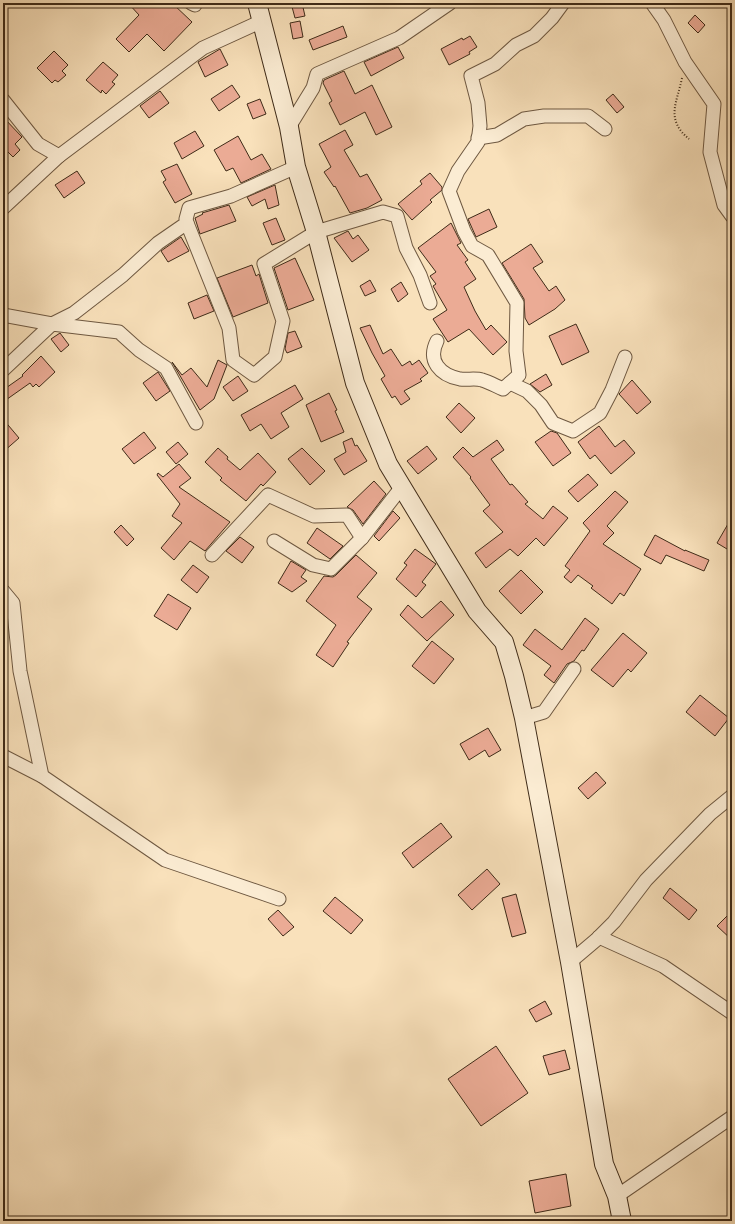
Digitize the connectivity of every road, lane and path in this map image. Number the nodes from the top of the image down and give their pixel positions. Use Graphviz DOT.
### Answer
graph roads {
  1 [pos="257,3"];
  2 [pos="450,3"];
  3 [pos="563,3"];
  4 [pos="652,3"];
  5 [pos="262,21"];
  6 [pos="685,62"];
  7 [pos="3,100"];
  8 [pos="289,127"];
  9 [pos="605,129"];
  10 [pos="478,138"];
  11 [pos="689,139"];
  12 [pos="59,156"];
  13 [pos="296,167"];
  14 [pos="3,208"];
  15 [pos="732,216"];
  16 [pos="187,223"];
  17 [pos="316,232"];
  18 [pos="430,303"];
  19 [pos="3,314"];
  20 [pos="52,324"];
  21 [pos="437,341"];
  22 [pos="626,357"];
  23 [pos="3,370"];
  24 [pos="510,383"];
  25 [pos="196,423"];
  26 [pos="401,488"];
  27 [pos="362,538"];
  28 [pos="274,541"];
  29 [pos="212,556"];
  30 [pos="3,591"];
  31 [pos="574,669"];
  32 [pos="524,718"];
  33 [pos="3,756"];
  34 [pos="42,776"];
  35 [pos="732,796"];
  36 [pos="279,899"];
  37 [pos="599,937"];
  38 [pos="570,962"];
  39 [pos="732,1013"];
  40 [pos="732,1117"];
  41 [pos="617,1196"];
  42 [pos="622,1221"];
  1 -- 5 [label="main road"];
  2 -- 8 [label="street"];
  3 -- 10 [label="street"];
  4 -- 6 [label="street"];
  5 -- 8 [label="main road"];
  5 -- 12 [label="street"];
  6 -- 11 [label="path"];
  6 -- 15 [label="street"];
  7 -- 12 [label="street"];
  8 -- 13 [label="main road"];
  9 -- 10 [label="street"];
  10 -- 24 [label="street"];
  12 -- 14 [label="street"];
  13 -- 16 [label="street"];
  13 -- 17 [label="main road"];
  16 -- 17 [label="street"];
  16 -- 20 [label="street"];
  17 -- 18 [label="street"];
  17 -- 26 [label="main road"];
  19 -- 20 [label="street"];
  20 -- 23 [label="street"];
  20 -- 25 [label="street"];
  21 -- 24 [label="street"];
  22 -- 24 [label="street"];
  26 -- 27 [label="street"];
  26 -- 32 [label="main road"];
  27 -- 28 [label="street"];
  27 -- 29 [label="street"];
  30 -- 34 [label="street"];
  31 -- 32 [label="street"];
  32 -- 38 [label="main road"];
  33 -- 34 [label="street"];
  34 -- 36 [label="street"];
  35 -- 37 [label="street"];
  37 -- 38 [label="street"];
  37 -- 39 [label="street"];
  38 -- 41 [label="main road"];
  40 -- 41 [label="street"];
  41 -- 42 [label="main road"];
}
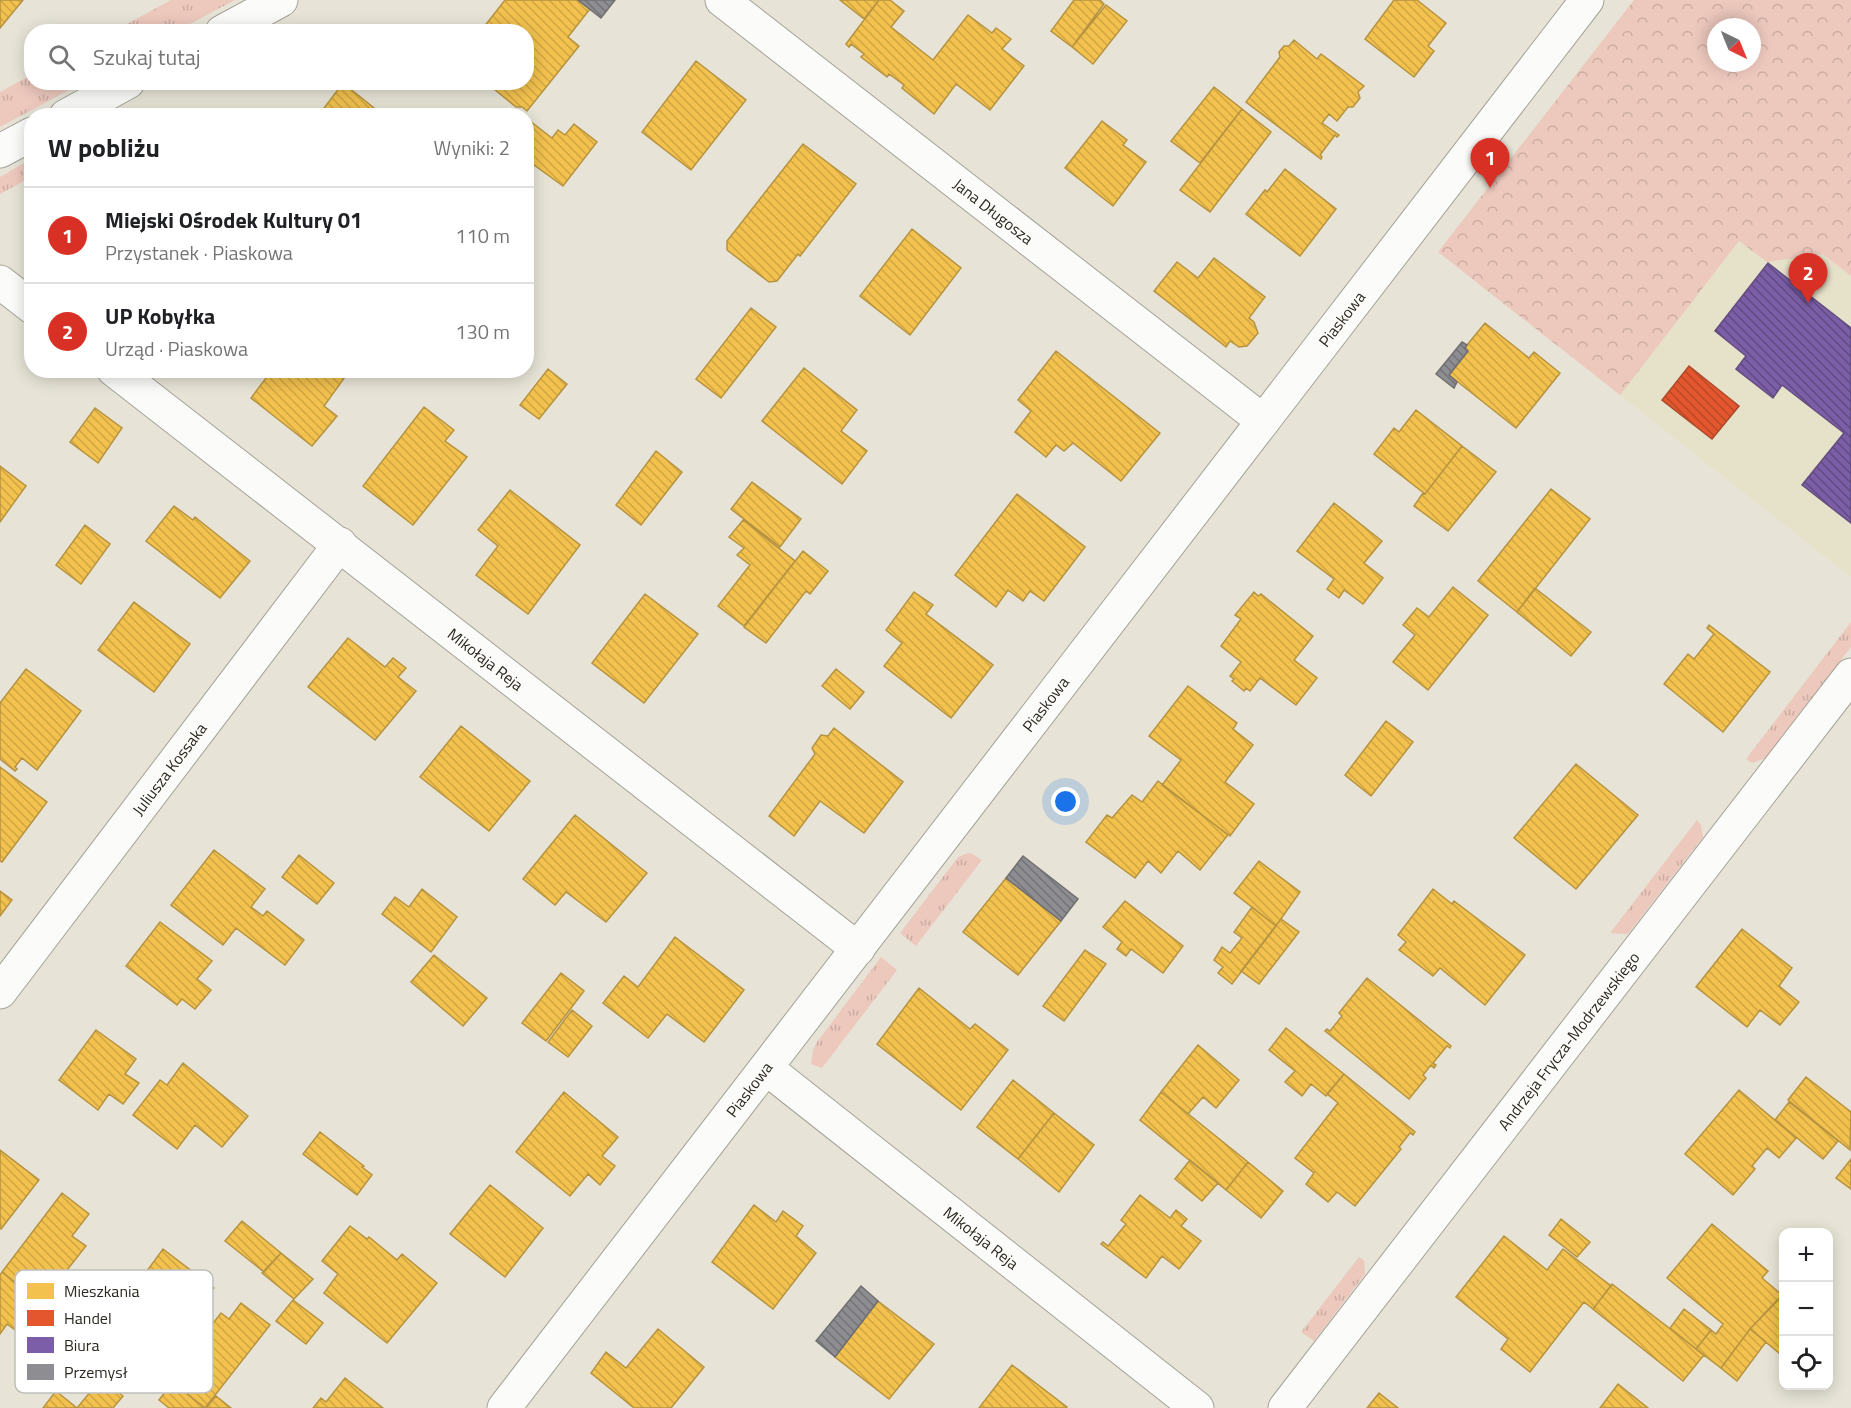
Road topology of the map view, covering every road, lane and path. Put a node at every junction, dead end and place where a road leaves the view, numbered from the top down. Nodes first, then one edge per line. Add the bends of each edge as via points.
1 (281, 0) edge
2 (722, 0) edge
3 (1587, 0) edge
4 (237, 24) edge
5 (113, 90) edge
6 (81, 108) edge
7 (24, 138) edge
8 (0, 152) edge
9 (0, 282) edge
10 (24, 301) edge
11 (124, 378) edge
12 (1263, 421) junction
13 (340, 544) junction
14 (1851, 675) edge
15 (858, 949) junction
16 (0, 992) edge
17 (766, 1068) junction
18 (504, 1408) edge
19 (1197, 1408) edge
20 (1285, 1408) edge

1 - 4 street
2 - 12 street, Jana Długosza
3 - 12 street, Piaskowa
5 - 6 street
7 - 8 street
9 - 10 street
11 - 13 street, Mikołaja Reja
12 - 15 street, Piaskowa
13 - 15 street, Mikołaja Reja
13 - 16 street, Juliusza Kossaka
14 - 20 street, Andrzeja Frycza-Modrzewskiego
15 - 17 street, Piaskowa
17 - 18 street, Piaskowa
17 - 19 street, Mikołaja Reja

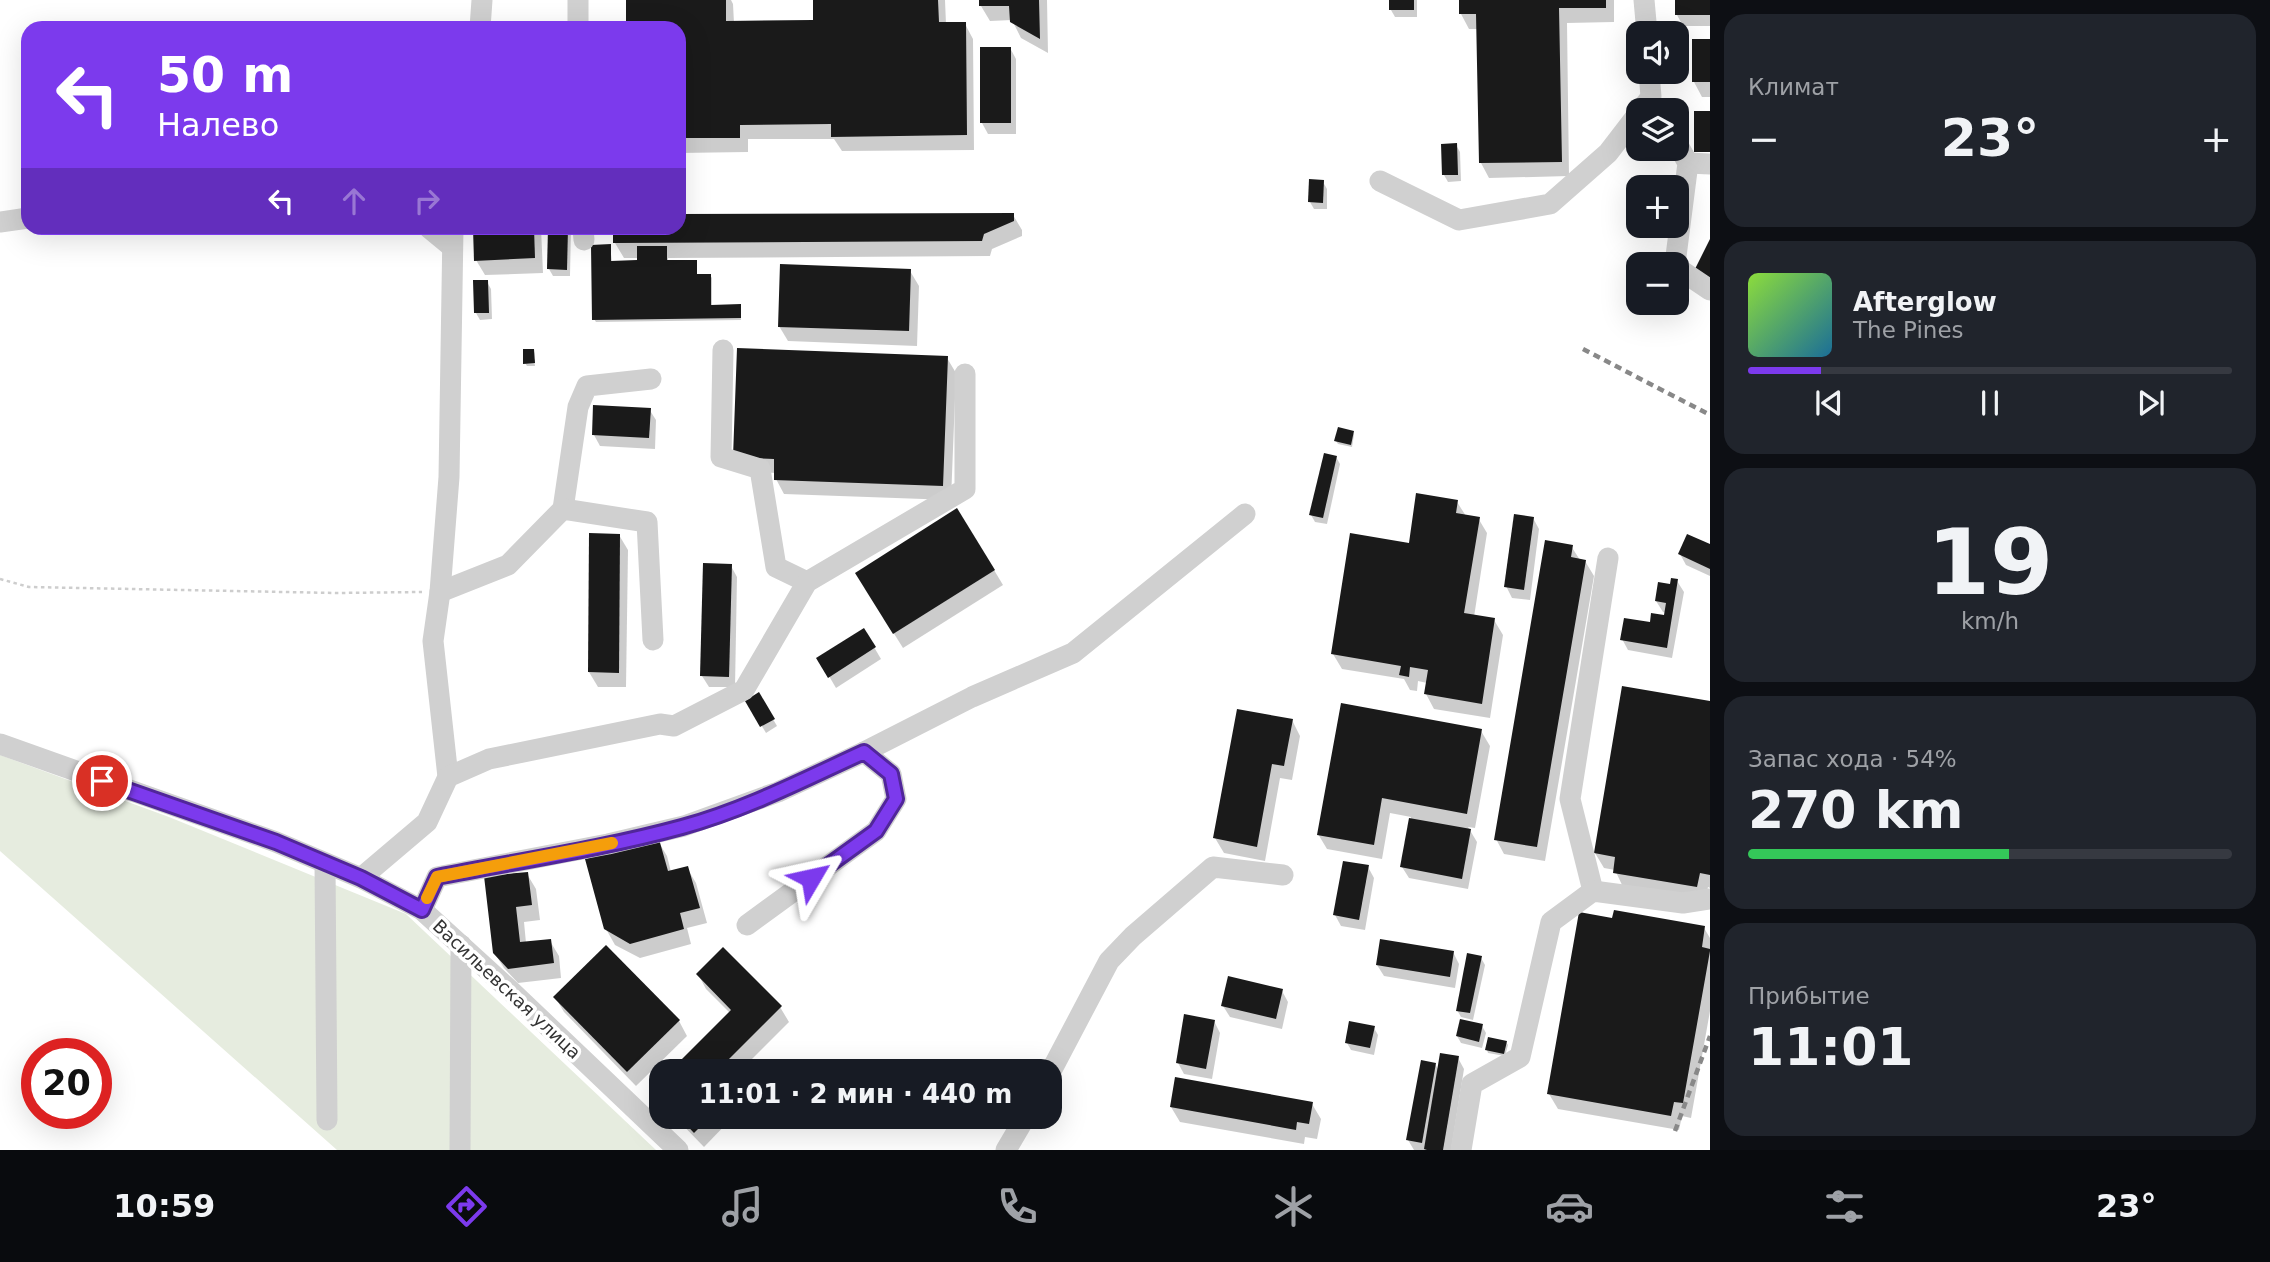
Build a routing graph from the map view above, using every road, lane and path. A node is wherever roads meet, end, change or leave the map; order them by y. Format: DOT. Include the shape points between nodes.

────────────────────────────────────────

The copy must match each record exactly, apart from the images, which stay out.

## YOUR SOLUTION
Digitize the connectivity of every road, lane and path in this map image. Number the nodes from the top of the image down and give their pixel positions. Use Graphviz DOT.
### Answer
graph roads {
  1 [pos="257,3"];
  2 [pos="450,3"];
  3 [pos="563,3"];
  4 [pos="652,3"];
  5 [pos="262,21"];
  6 [pos="685,62"];
  7 [pos="3,100"];
  8 [pos="289,127"];
  9 [pos="605,129"];
  10 [pos="478,138"];
  11 [pos="689,139"];
  12 [pos="59,156"];
  13 [pos="296,167"];
  14 [pos="3,208"];
  15 [pos="732,216"];
  16 [pos="187,223"];
  17 [pos="316,232"];
  18 [pos="430,303"];
  19 [pos="3,314"];
  20 [pos="52,324"];
  21 [pos="437,341"];
  22 [pos="626,357"];
  23 [pos="3,370"];
  24 [pos="510,383"];
  25 [pos="196,423"];
  26 [pos="401,488"];
  27 [pos="362,538"];
  28 [pos="274,541"];
  29 [pos="212,556"];
  30 [pos="3,591"];
  31 [pos="574,669"];
  32 [pos="524,718"];
  33 [pos="3,756"];
  34 [pos="42,776"];
  35 [pos="732,796"];
  36 [pos="279,899"];
  37 [pos="599,937"];
  38 [pos="570,962"];
  39 [pos="732,1013"];
  40 [pos="732,1117"];
  41 [pos="617,1196"];
  42 [pos="622,1221"];
  1 -- 5 [label="main road"];
  2 -- 8 [label="street"];
  3 -- 10 [label="street"];
  4 -- 6 [label="street"];
  5 -- 8 [label="main road"];
  5 -- 12 [label="street"];
  6 -- 11 [label="path"];
  6 -- 15 [label="street"];
  7 -- 12 [label="street"];
  8 -- 13 [label="main road"];
  9 -- 10 [label="street"];
  10 -- 24 [label="street"];
  12 -- 14 [label="street"];
  13 -- 16 [label="street"];
  13 -- 17 [label="main road"];
  16 -- 17 [label="street"];
  16 -- 20 [label="street"];
  17 -- 18 [label="street"];
  17 -- 26 [label="main road"];
  19 -- 20 [label="street"];
  20 -- 23 [label="street"];
  20 -- 25 [label="street"];
  21 -- 24 [label="street"];
  22 -- 24 [label="street"];
  26 -- 27 [label="street"];
  26 -- 32 [label="main road"];
  27 -- 28 [label="street"];
  27 -- 29 [label="street"];
  30 -- 34 [label="street"];
  31 -- 32 [label="street"];
  32 -- 38 [label="main road"];
  33 -- 34 [label="street"];
  34 -- 36 [label="street"];
  35 -- 37 [label="street"];
  37 -- 38 [label="street"];
  37 -- 39 [label="street"];
  38 -- 41 [label="main road"];
  40 -- 41 [label="street"];
  41 -- 42 [label="main road"];
}
Road topology of the map view, covering every road, lane and path. Put a node at every junction, dead end and place where a road leaves the view, numbered from the top down. Nodes first, then one edge per line. Add the bends of each edge as via points.
1 (281, 0) edge
2 (722, 0) edge
3 (1587, 0) edge
4 (237, 24) edge
5 (113, 90) edge
6 (81, 108) edge
7 (24, 138) edge
8 (0, 152) edge
9 (0, 282) edge
10 (24, 301) edge
11 (124, 378) edge
12 (1263, 421) junction
13 (340, 544) junction
14 (1851, 675) edge
15 (858, 949) junction
16 (0, 992) edge
17 (766, 1068) junction
18 (504, 1408) edge
19 (1197, 1408) edge
20 (1285, 1408) edge

1 - 4 street
2 - 12 street, Jana Długosza
3 - 12 street, Piaskowa
5 - 6 street
7 - 8 street
9 - 10 street
11 - 13 street, Mikołaja Reja
12 - 15 street, Piaskowa
13 - 15 street, Mikołaja Reja
13 - 16 street, Juliusza Kossaka
14 - 20 street, Andrzeja Frycza-Modrzewskiego
15 - 17 street, Piaskowa
17 - 18 street, Piaskowa
17 - 19 street, Mikołaja Reja

Build a routing graph from the map view above, using every road, lane and path. A node is wherever roads meet, end, change or leave the map; order them by y. Format: DOT. Include the shape points between nodes.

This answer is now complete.